16
- August
2011
Posted By : Adrian Chan
Can social games get real?

“We are best served here by taking the general model of the game as a point of orientation. This will also explain to us why it is that sports programmes, especially where replays are concerned, count more as entertainment than as news. A game, too, is a kind of doubling of reality, where the reality perceived as the game is separated off from normal reality without having to negate the latter.” Niklas Luhmann

Interesting thoughts here from one of my favorite media theorists, Niklas Luhmann. A minor and somewhat obvious point perhaps: games are a form of entertainment, and both forms involve a doubling of reality.

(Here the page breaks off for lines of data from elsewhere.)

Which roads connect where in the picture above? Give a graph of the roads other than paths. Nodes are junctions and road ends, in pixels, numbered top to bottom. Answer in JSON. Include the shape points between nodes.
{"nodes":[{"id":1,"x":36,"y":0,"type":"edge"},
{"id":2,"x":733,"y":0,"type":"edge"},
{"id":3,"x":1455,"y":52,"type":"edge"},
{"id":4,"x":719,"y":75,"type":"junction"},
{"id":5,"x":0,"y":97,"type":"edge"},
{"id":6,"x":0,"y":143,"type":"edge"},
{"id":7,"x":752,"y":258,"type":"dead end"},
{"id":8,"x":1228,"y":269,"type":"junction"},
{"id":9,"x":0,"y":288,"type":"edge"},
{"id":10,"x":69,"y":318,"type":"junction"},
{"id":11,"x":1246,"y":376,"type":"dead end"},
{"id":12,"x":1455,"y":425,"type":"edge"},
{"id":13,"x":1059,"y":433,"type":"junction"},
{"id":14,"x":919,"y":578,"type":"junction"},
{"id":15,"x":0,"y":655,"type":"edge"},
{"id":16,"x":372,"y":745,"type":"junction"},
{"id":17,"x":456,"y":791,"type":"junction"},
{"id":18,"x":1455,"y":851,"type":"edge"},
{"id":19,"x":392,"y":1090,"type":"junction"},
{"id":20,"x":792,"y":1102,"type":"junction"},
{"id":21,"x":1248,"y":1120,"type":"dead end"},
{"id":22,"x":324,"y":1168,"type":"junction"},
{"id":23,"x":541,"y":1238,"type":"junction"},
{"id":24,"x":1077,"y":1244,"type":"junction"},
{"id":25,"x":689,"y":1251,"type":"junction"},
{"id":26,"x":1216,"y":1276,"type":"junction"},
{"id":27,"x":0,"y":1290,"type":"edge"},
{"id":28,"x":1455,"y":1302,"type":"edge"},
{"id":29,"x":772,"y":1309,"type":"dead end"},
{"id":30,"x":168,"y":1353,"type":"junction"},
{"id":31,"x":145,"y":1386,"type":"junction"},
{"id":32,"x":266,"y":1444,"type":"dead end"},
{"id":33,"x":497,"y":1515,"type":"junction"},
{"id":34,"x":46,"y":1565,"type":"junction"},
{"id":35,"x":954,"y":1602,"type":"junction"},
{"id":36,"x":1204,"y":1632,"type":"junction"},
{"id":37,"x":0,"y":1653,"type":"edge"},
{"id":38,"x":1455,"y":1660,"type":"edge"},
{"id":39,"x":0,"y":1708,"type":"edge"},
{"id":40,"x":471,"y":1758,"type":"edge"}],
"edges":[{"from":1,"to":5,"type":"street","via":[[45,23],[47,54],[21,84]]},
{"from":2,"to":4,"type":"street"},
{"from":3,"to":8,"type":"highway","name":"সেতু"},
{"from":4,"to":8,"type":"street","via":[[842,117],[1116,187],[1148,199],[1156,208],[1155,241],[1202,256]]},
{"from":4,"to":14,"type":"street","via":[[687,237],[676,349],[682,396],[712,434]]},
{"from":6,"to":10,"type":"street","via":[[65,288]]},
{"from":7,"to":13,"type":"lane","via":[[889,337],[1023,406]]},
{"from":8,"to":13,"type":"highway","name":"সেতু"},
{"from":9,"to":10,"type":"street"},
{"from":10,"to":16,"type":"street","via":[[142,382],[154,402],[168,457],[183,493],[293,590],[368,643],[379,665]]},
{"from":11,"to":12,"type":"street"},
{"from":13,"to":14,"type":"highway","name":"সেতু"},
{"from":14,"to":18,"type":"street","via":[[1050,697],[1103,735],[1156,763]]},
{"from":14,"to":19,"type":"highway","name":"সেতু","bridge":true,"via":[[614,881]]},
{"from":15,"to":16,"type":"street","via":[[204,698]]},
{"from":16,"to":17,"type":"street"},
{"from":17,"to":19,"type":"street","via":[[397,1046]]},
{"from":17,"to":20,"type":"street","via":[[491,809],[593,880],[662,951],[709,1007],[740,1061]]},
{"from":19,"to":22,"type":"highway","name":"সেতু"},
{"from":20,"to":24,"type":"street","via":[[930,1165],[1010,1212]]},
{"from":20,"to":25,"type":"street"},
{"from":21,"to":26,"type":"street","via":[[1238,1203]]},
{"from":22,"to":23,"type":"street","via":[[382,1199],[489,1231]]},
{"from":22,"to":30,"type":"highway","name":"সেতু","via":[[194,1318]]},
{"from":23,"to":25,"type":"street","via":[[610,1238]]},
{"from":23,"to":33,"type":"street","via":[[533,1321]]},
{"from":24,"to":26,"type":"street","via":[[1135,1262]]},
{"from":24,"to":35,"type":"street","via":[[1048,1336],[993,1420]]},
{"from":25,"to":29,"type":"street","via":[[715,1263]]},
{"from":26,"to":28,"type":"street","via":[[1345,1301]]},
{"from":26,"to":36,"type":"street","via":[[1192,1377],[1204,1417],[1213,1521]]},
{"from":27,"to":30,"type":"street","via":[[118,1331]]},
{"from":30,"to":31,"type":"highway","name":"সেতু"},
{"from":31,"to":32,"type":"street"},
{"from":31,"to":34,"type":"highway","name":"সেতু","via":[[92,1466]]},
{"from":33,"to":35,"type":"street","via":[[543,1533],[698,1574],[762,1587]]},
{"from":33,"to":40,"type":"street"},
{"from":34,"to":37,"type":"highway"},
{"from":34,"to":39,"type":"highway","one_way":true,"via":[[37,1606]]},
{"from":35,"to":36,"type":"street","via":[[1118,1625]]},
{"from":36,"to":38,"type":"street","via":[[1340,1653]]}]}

Now apply this to social media, and social games played using social sites and networks. (Disclosure: I play the more social social games, and few of the gamey social games.)  These social games are thin on entertainment value. They sacrifice immersion within a game experience for connectedness across a player’s real online identities and activities.

For this, social games built around checkins, posts, comments, likes, and so on become compelling because they gamify a player’s personal reality. Not because they immerse the player in the reality of a game. It is the player’s own (and very real) world that is gamified.

These kinds of social games (I call them large form social games) extend the player’s ego and online reputation — regardless of whether they do so accurately or not. Ego extension figures into the player’s motivation: game play sustains the player’s view of self, as it is represented by a score, position, badges, etc; and insofar as it changes.

How is this related to Luhmann’s observation? Well, most online games connect to “actual” or “real” online realities. Game activity can be tweeted, posted to facebook, and so on. The “doubling of reality” Luhmann attributes to media-based entertainment becomes “news” within the actual reality of online social media.

This tells us that the distinction between “fictional” and “real” experiences is already blurred online. It is easy to pass “real” news into online commentary, and game-like activities back into “real” online habits. The medium used is the same, and for this, the distinction between one experience and the other owes to context and practice, not to representation and form.

Social media, which have leveraged gamification with limited success, must then confront the matter of their relevance within “real” daily realities. How well, and using what services, do online activities stick in “real” life? Where time, image, message, and event are bound to laws of physical reality. And more importantly, where the ego does not encounter representations of itself but is constrained by immediacy?

Do social games — with their incentives, badges, and leaderboards, ever extend into daily life? Can they only be played online? Which is the more likely future scenario: gamification of more of daily life; or a whithering interest in playing games online?